Contrary to our hypotheses, race/ethnicity did not moderate the association between vWRA and body dissatisfaction or shape/weight overvaluation, and race/ethnicity did not moderate the association between pWRA and any disordered eating behavior or cognition. This supports findings obtained by studies that have used one-item or unvalidated measures of WRA that indicate vWRA and pWRA are robustly related to disordered eating behaviors and cognitions, regardless of race/ethnicity. However, future work should consider sociocultural nuances between weight-based stigma and resulting WRA (e.g., appearing overweight in a culture that values a thin body type). Ideal body type varies by factors, such as race/ethnicity, regionality, and culture (i.e., “systems of knowledge, concepts, rules, and practices”; [2]), and, as such, is socially determined. Thus, it is possible that an intersectional framework better accounts for the variability in the relationship between WRA and disordered eating by race/ethnicity.

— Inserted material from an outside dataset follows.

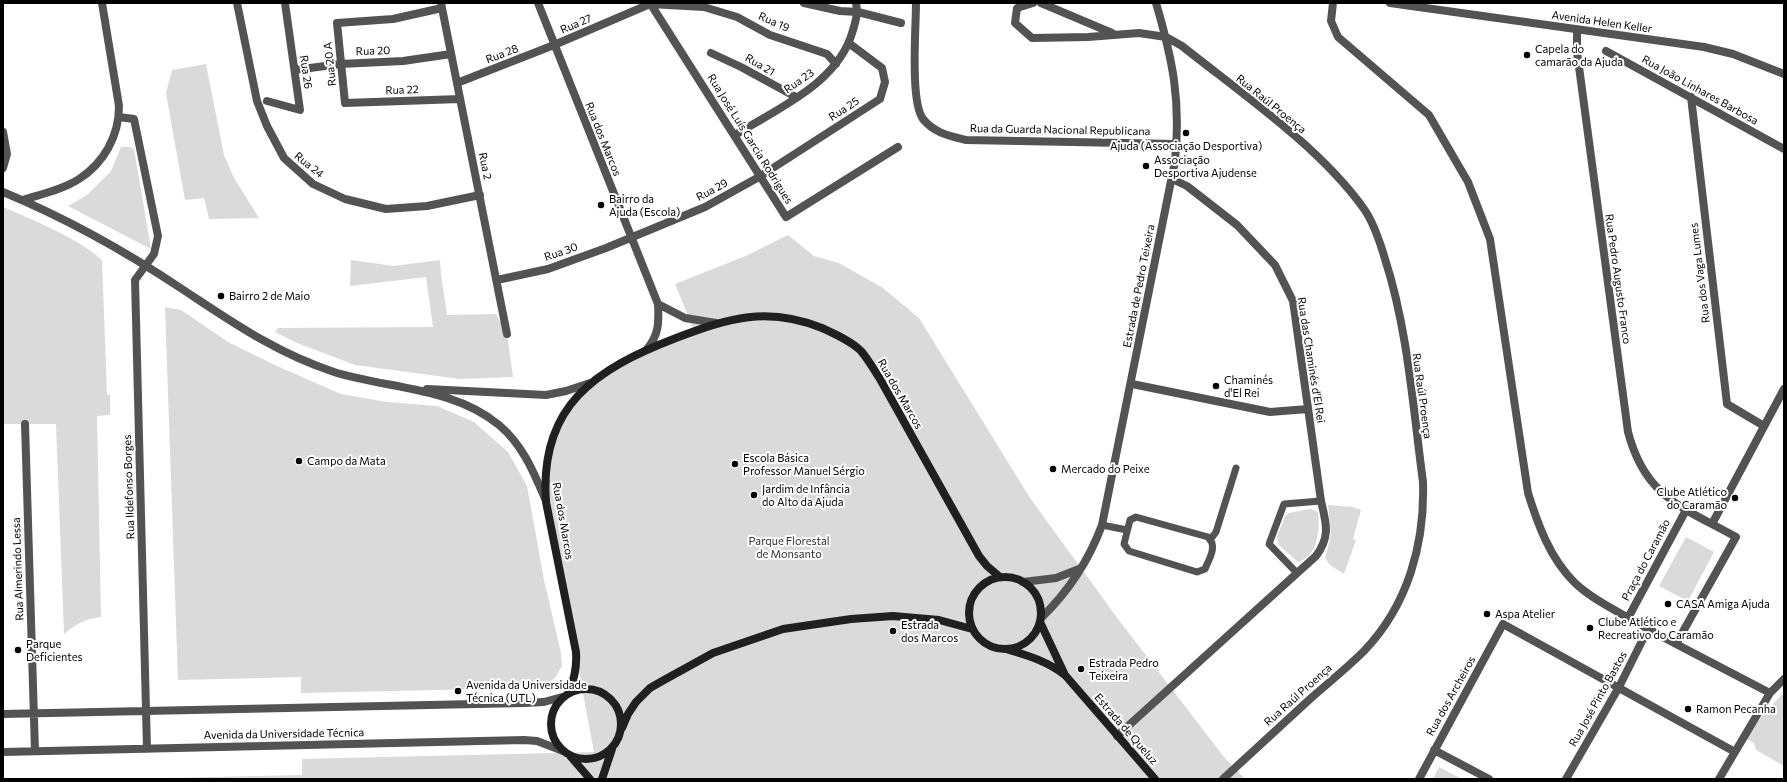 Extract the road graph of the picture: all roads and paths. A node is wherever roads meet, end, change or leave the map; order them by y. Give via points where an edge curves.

Studies incorporating intersectional analyses accounting for one’s multiple social identities that, in combination, contribute to individuals’ lived experiences (e.g., considering how WRA relates to eating pathology for individuals across intersections of weight status, race/ethnicity, and gender) may better capture populations who are at greater risk for disordered eating in response to WRA.

Strengths and Limitations

This study has several strengths, including a large sample size, the use of a comprehensive, validated measure of WRA, and a large proportion of individuals belonging to marginalized racial/ethnic groups relative to previous research. Limitations of this study include the retrospective nature of the WRAQ and exclusion of individuals who identify as American Indian/Alaska Native, Native Hawaiian/Pacific Islander, and West Indian due to small sample sizes within these groups. Further, while the social constructs of race/ethnicity are helpful proxies, providing some context for understanding ones lived experience, variables, such as racial discrimination, ethnic identity, marginalization, and resource deprivation, should be incorporated into future research as they may more precisely pinpoint the factors underlying racial/ethnic similarities and differences. In addition, the sample was college students, whose lived experiences can be quite different than those of similar ages who are not attending college [1]. The sample also consisted of majority female students, and the median household income was higher than that of the average U.S. household; therefore, generalizability of our findings beyond these groups is limited. This study was also cross-sectional and utilized self-report data, which may be subject to recall error.

Conclusion

To conclude, the present study identified that race/ethnicity significantly moderated the relationship between vWRA and dietary restraint when comparing Asian and multiracial individuals with White individuals but not when comparing Black, MENA, or Hispanic individuals with White individuals. However, race/ethnicity did not significantly moderate the relationship between vWRA and body dissatisfaction or shape/weight overvaluation, and race/ethnicity did not significantly moderate the relationship between pWRA and dietary restraint, body dissatisfaction, or shape/weight overvaluation. Our study also found that both verbal and pWRA were significant predictors of disordered eating behaviors and cognitions, and this relationship may exist regardless of race/ethnicity. A notable strength of this study is that it is one of the first to examine pWRA as a predictor of disordered eating behaviors, namely, body dissatisfaction and shape/weight overvaluation. These findings provide important implications for the prevention of maladaptive disordered eating behaviors and cognitions and suggest that WRA may be an important risk factor to explore in future longitudinal analyses. Future research using an intersectional approach (e.g., looking at the intersection of race, ethnicity, and/or weight status) may also provide further clarity on populations who may be at greater risk of disordered eating in response to WRA.